THE RECORDS:

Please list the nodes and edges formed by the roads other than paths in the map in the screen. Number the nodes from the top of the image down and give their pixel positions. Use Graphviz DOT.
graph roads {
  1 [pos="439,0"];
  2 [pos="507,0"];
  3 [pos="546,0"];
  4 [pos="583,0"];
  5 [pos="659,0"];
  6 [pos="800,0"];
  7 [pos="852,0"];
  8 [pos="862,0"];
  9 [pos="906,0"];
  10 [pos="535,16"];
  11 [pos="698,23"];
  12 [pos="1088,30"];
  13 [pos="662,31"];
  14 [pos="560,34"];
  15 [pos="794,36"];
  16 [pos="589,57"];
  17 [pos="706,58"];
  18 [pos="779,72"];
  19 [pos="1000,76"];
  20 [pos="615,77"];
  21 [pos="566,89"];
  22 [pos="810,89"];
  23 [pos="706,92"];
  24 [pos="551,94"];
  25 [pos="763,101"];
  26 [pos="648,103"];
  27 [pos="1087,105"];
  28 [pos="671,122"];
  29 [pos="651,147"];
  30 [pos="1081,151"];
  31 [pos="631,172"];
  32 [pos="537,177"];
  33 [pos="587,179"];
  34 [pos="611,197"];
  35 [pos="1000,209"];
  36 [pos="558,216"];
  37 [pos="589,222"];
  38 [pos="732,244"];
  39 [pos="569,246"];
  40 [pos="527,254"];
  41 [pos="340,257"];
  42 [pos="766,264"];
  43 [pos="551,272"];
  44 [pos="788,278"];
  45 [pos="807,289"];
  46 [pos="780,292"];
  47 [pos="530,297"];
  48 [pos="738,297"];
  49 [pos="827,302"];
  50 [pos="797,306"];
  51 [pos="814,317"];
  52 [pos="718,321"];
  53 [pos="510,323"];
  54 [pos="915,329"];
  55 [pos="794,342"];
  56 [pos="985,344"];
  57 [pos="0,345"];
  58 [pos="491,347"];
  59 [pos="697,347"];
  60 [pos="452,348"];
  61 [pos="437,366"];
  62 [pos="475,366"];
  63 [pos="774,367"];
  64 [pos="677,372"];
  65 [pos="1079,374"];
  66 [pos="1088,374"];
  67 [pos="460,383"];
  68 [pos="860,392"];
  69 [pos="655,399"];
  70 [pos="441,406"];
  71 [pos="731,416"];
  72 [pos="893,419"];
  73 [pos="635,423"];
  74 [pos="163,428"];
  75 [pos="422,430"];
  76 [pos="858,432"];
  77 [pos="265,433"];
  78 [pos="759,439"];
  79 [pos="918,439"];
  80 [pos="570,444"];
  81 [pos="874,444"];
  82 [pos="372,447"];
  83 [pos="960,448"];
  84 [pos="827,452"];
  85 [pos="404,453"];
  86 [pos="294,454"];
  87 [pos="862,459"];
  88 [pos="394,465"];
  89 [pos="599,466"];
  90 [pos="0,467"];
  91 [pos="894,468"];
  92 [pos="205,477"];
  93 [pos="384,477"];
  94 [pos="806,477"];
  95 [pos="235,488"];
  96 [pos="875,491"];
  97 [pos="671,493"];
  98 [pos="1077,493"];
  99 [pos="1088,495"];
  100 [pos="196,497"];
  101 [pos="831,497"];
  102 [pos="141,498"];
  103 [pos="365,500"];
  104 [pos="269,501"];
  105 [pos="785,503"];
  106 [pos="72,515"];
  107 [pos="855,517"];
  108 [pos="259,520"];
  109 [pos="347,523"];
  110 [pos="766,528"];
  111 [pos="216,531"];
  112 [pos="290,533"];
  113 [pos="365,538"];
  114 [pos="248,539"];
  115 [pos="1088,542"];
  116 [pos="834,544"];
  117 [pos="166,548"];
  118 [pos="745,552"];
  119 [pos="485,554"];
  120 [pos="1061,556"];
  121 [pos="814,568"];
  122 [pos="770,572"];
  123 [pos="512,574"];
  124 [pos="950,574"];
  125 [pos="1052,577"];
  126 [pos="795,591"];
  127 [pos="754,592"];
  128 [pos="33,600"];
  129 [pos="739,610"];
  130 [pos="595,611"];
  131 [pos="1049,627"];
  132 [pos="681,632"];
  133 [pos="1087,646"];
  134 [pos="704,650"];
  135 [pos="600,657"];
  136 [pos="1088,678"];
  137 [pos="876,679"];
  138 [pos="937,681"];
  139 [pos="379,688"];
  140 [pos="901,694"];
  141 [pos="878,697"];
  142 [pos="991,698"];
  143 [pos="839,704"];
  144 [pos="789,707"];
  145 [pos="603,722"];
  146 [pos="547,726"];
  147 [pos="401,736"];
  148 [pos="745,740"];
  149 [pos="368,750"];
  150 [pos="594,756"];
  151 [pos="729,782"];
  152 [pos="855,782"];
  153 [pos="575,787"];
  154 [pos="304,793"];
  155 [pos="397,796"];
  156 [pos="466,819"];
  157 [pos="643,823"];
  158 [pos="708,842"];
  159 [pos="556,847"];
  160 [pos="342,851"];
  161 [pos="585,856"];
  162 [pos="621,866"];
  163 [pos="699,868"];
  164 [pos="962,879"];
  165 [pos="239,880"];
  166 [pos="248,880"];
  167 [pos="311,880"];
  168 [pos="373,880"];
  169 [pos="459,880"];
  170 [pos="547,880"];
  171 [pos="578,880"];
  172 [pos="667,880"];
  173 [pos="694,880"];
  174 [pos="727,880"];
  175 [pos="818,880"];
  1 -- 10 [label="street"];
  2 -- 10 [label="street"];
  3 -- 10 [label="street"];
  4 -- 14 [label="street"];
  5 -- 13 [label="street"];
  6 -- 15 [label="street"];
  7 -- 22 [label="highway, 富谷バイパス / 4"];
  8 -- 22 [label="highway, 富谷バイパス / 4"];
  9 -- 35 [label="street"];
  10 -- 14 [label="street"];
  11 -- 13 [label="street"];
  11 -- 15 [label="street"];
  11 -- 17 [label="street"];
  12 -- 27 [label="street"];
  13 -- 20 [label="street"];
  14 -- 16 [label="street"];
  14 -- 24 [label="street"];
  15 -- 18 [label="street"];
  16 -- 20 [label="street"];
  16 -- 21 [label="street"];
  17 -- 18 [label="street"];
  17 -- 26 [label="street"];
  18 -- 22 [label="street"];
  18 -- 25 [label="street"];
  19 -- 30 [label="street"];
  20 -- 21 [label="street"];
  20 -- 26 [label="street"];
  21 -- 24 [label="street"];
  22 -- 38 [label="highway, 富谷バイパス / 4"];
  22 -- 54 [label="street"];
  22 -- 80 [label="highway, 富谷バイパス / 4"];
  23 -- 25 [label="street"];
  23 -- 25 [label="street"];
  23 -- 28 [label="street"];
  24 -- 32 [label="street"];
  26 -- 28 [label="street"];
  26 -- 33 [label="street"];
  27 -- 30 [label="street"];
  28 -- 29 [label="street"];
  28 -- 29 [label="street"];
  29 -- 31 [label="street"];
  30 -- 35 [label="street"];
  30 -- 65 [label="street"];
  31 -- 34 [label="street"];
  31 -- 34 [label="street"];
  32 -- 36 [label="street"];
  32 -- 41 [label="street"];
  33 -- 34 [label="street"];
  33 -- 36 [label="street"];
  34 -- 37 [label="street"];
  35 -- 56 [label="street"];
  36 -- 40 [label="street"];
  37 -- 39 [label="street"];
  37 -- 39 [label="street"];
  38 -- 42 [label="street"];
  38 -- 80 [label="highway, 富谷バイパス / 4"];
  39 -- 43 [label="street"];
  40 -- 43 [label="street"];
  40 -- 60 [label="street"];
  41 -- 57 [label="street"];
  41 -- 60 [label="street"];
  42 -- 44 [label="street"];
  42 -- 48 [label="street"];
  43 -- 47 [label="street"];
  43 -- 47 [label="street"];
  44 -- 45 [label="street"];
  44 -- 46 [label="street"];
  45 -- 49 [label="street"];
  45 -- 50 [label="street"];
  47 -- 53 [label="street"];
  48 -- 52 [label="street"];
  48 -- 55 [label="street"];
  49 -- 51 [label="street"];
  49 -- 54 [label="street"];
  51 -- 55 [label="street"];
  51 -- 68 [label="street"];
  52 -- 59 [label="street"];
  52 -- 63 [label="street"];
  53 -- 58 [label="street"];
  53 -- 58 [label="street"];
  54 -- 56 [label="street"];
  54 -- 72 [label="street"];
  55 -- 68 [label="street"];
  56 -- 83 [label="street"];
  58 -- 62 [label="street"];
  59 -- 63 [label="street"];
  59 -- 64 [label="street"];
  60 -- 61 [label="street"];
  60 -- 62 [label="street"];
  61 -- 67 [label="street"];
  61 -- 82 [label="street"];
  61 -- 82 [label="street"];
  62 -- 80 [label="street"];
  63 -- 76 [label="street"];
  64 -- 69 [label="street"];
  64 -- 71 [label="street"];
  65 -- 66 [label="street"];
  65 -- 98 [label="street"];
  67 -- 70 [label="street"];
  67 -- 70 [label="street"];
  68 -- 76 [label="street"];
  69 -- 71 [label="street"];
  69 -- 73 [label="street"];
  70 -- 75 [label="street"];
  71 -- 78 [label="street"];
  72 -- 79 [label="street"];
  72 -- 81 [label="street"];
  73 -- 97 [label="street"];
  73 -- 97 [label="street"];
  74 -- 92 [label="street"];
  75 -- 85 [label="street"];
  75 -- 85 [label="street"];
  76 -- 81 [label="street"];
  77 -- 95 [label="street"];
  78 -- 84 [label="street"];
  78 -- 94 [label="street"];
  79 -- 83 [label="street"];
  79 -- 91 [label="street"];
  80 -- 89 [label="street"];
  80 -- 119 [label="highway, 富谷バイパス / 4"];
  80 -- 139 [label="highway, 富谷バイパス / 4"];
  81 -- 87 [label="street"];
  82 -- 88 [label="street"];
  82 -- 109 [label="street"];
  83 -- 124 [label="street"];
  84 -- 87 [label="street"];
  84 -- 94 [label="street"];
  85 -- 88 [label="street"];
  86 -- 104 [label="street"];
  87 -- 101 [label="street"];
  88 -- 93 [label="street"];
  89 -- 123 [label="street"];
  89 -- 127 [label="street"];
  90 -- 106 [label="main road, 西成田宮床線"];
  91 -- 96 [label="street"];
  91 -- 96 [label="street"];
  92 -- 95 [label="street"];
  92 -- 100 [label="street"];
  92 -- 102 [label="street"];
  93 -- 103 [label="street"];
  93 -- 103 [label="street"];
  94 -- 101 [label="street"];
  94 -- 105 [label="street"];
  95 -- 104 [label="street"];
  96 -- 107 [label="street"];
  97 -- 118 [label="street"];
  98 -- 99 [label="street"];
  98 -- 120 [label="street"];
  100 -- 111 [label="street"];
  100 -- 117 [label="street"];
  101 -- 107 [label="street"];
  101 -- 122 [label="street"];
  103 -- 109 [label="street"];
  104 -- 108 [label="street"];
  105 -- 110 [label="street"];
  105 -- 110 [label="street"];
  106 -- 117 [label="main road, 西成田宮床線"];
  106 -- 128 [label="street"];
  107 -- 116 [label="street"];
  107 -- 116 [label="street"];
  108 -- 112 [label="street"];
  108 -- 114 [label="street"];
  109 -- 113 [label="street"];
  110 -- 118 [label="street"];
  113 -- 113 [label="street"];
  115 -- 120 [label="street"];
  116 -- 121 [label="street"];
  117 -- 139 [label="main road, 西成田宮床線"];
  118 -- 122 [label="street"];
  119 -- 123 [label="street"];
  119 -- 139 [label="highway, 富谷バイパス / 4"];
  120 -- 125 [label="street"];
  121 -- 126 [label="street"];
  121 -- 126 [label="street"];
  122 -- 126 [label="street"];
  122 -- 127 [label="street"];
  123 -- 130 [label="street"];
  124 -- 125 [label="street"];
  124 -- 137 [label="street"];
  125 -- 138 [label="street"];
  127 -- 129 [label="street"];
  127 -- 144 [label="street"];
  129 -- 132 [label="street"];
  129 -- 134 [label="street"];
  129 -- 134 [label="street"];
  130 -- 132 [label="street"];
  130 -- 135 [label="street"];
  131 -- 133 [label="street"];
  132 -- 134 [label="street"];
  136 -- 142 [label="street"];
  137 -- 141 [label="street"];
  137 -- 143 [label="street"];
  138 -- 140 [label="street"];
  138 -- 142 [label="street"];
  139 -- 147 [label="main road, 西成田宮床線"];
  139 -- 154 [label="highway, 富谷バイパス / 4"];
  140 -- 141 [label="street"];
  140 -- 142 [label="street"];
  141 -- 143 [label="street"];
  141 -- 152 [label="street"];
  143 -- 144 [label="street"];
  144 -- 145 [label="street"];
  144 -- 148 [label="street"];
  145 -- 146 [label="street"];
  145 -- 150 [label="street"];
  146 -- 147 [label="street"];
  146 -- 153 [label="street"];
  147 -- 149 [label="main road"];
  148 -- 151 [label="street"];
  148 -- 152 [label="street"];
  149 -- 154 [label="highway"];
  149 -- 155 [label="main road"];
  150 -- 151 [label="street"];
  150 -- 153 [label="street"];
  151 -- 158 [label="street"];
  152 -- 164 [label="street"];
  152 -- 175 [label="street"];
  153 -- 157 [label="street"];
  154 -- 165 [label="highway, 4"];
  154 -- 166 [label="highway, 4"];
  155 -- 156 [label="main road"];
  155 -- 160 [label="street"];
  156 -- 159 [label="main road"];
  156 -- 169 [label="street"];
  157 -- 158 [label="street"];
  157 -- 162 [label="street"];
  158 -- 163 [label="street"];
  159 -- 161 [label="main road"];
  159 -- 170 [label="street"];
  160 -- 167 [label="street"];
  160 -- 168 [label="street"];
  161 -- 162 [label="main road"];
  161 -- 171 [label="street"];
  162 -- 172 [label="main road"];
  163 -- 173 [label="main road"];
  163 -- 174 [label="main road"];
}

EXERCISE INSTRUCTIONS:
Determine how many lines in the data above include the word "富谷バイパス", and state that number only.

RESPONSE AREA:
9